Keypoint coordinate data:
------------------------------

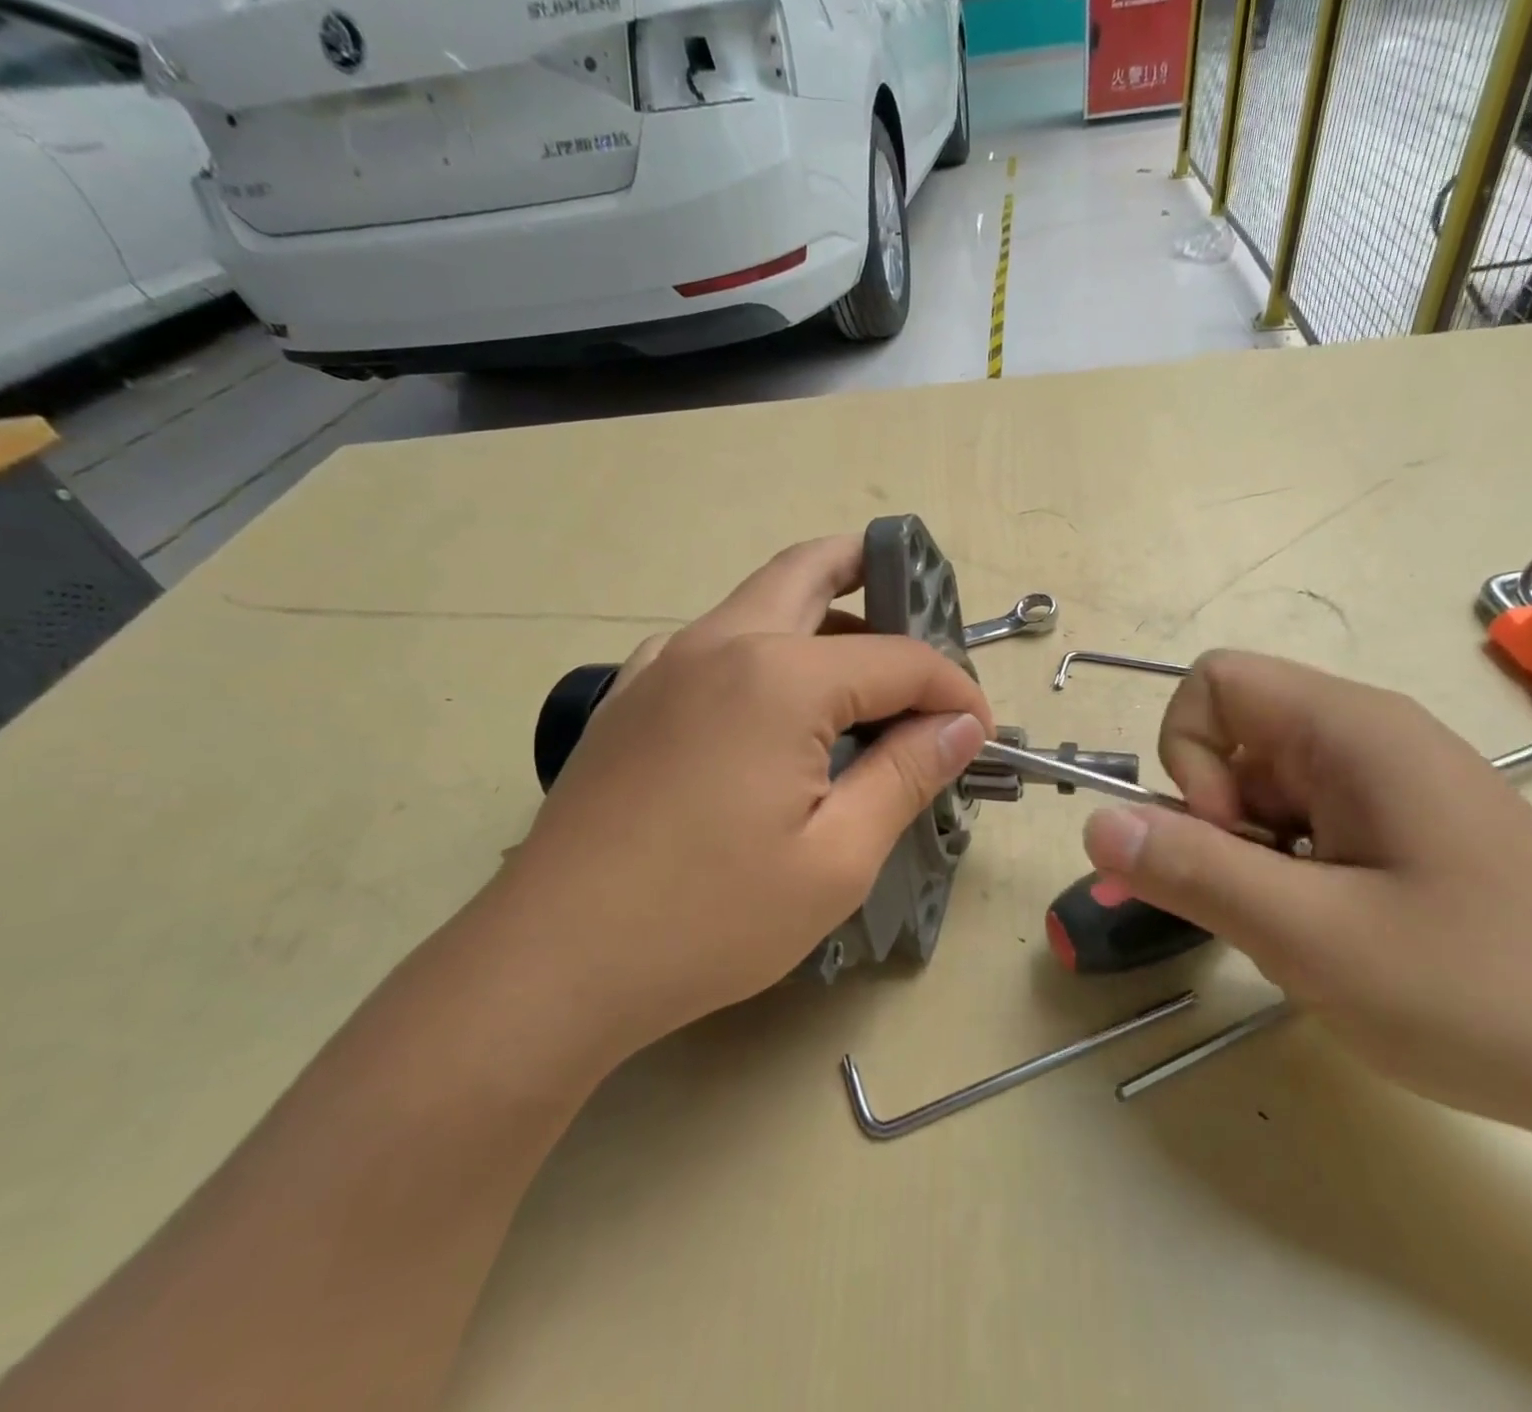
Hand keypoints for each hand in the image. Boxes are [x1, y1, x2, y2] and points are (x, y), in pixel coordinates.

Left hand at [494, 535, 993, 1058]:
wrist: (553, 961)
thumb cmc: (709, 918)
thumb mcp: (836, 858)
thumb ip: (905, 774)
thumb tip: (960, 727)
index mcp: (778, 676)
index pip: (899, 658)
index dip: (952, 691)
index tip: (979, 734)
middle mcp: (718, 642)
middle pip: (812, 571)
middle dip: (875, 573)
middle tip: (921, 607)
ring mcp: (663, 663)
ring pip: (759, 601)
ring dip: (821, 615)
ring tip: (864, 674)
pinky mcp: (631, 695)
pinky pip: (716, 642)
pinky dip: (766, 649)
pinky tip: (778, 712)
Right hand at [1081, 651, 1531, 1136]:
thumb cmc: (1486, 991)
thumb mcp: (1314, 937)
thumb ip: (1192, 871)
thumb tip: (1093, 822)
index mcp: (1347, 730)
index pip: (1213, 683)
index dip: (1188, 756)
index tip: (1228, 841)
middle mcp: (1362, 739)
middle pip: (1230, 742)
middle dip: (1214, 823)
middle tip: (1262, 905)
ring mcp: (1383, 787)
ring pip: (1258, 795)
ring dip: (1248, 861)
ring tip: (1304, 934)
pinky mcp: (1397, 832)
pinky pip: (1300, 830)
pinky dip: (1286, 880)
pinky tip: (1333, 940)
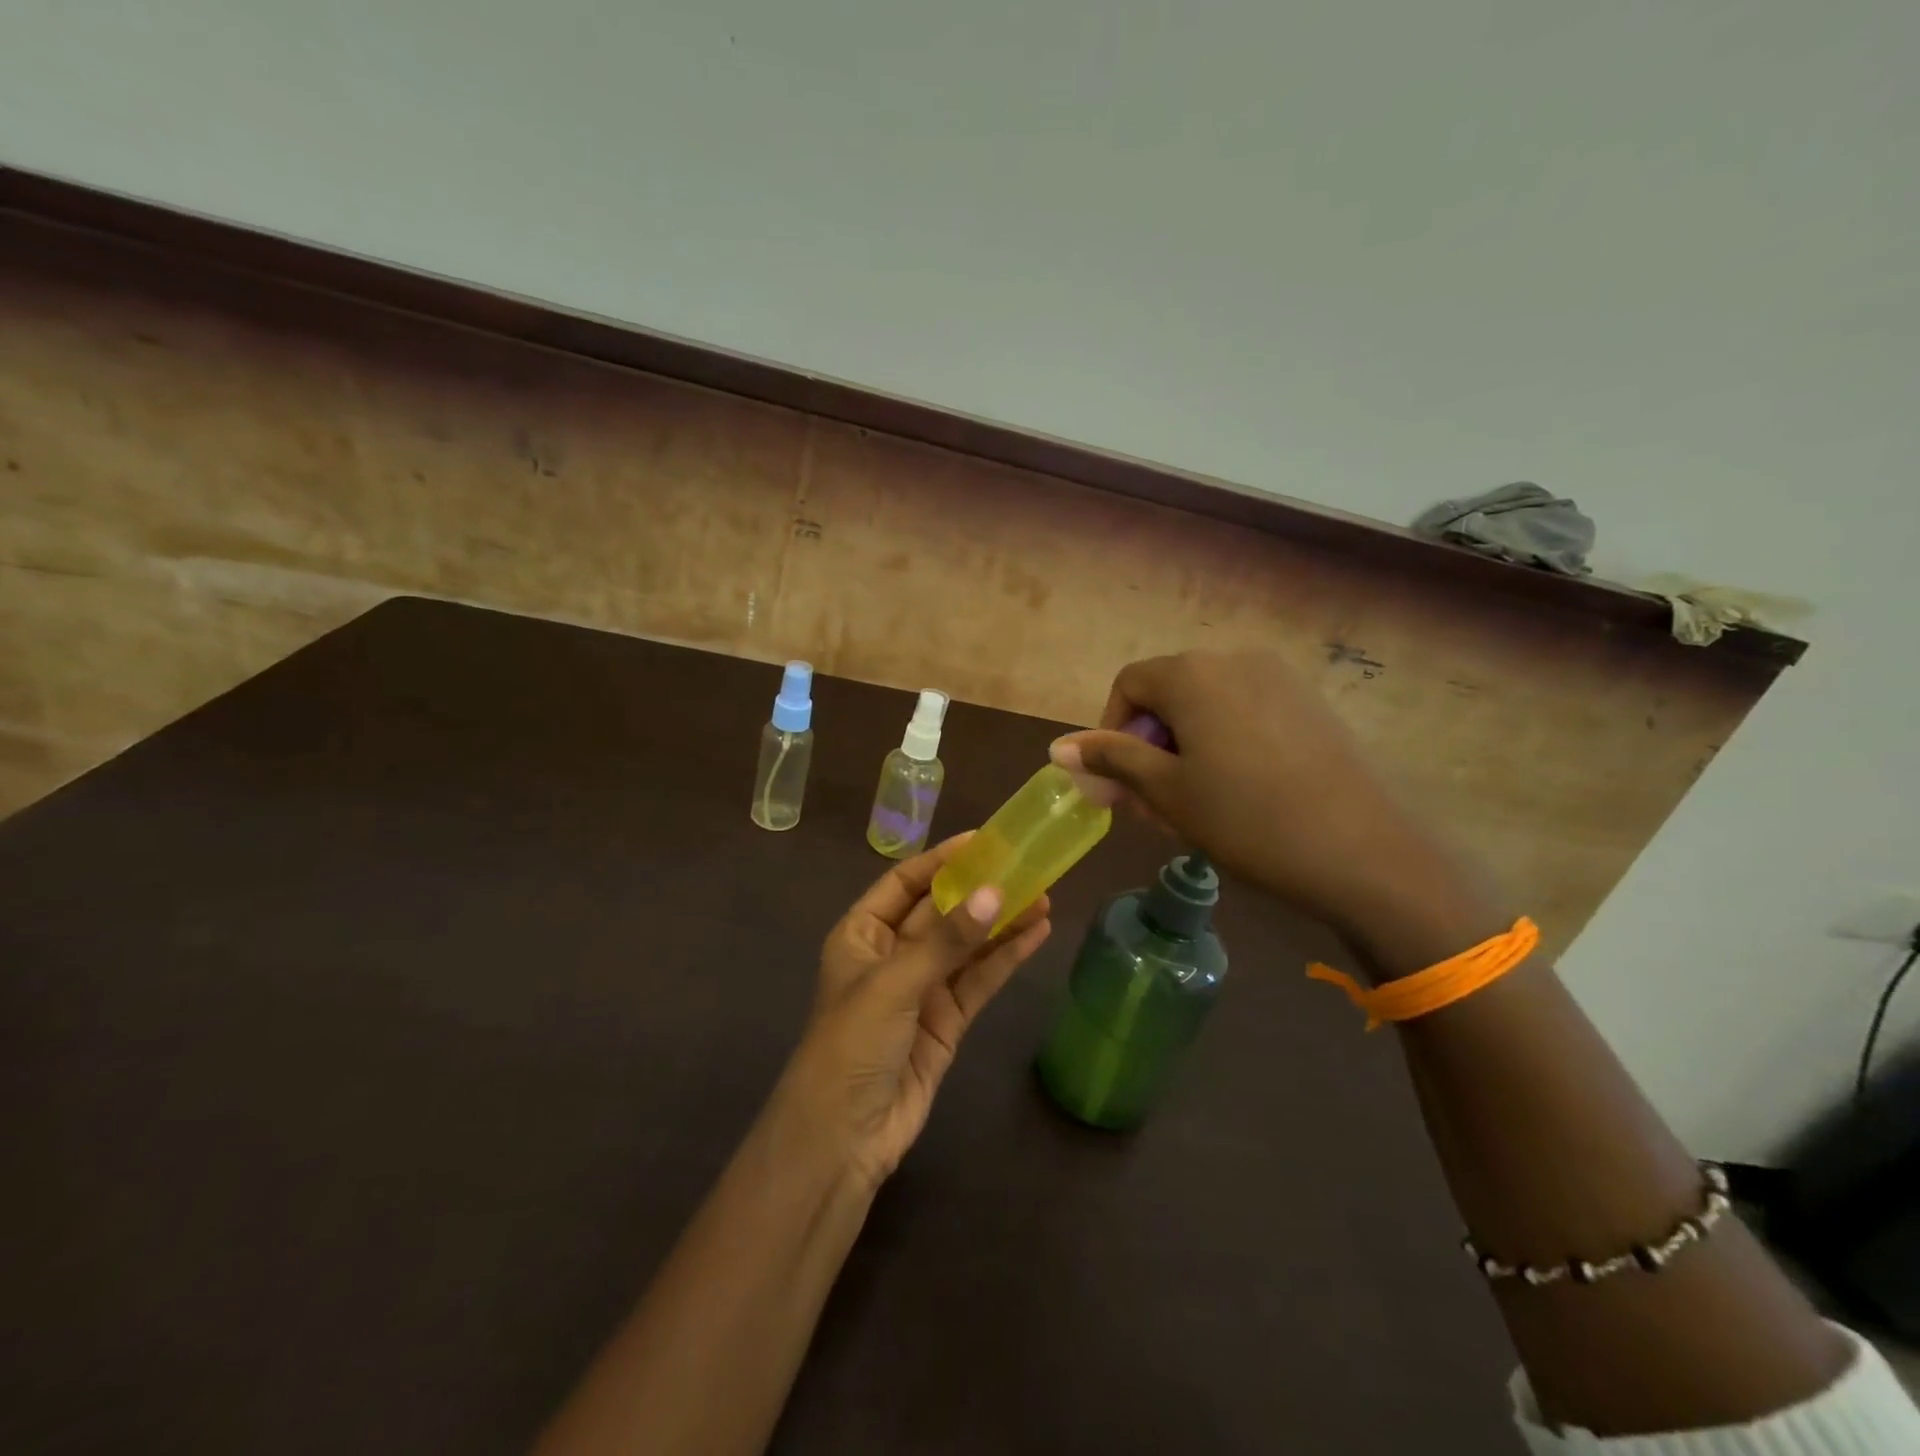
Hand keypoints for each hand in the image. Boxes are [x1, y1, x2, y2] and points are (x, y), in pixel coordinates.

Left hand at [776, 836, 1050, 1187]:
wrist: (843, 1140)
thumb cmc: (851, 1045)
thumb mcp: (894, 984)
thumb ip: (947, 940)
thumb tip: (995, 892)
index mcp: (862, 934)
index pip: (905, 883)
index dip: (942, 860)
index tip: (984, 841)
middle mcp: (892, 954)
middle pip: (941, 911)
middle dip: (980, 890)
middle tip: (1026, 867)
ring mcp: (921, 989)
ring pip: (967, 945)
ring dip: (1001, 922)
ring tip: (1044, 896)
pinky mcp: (947, 1021)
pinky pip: (979, 981)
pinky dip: (1006, 958)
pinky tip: (1036, 935)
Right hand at [1051, 650, 1499, 966]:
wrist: (1367, 853)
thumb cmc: (1247, 819)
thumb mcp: (1166, 792)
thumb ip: (1110, 760)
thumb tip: (1057, 748)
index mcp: (1193, 673)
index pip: (1129, 685)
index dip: (1111, 732)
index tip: (1122, 784)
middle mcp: (1236, 660)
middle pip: (1169, 695)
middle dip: (1149, 747)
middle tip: (1153, 806)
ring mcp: (1281, 679)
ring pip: (1208, 708)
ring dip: (1185, 751)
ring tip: (1195, 807)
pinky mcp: (1313, 705)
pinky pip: (1247, 714)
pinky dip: (1225, 746)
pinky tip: (1241, 795)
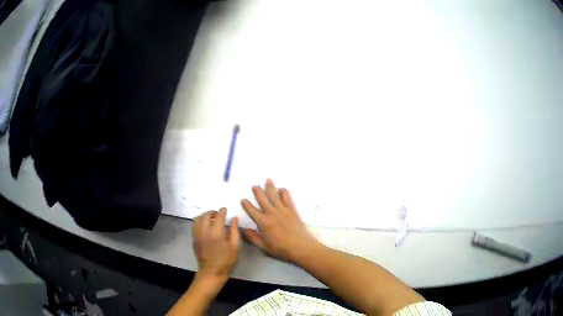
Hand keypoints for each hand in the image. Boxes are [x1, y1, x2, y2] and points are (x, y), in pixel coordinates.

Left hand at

------------------------------

INSTRUCTIONS TO FOLLOW: Repeat only the lines between the top of the entries above and the line containing "middle mcp: (718, 642)", both ends included, without the pictures.

PROBLEM SOLUTION:
Hand keypoints for each hand in the image. Boxes are [x1, y1, x2, y2] and points are (x, y), in pixel coordinates.

Left hand at [494, 535, 993, 1058]:
wrist: (553, 961)
thumb cmc: (709, 918)
thumb mcp: (836, 858)
thumb ip: (905, 774)
thumb tip: (960, 727)
index mcp: (778, 676)
index pip: (899, 658)
index dip: (952, 691)
index tip: (979, 734)
middle mcp: (718, 642)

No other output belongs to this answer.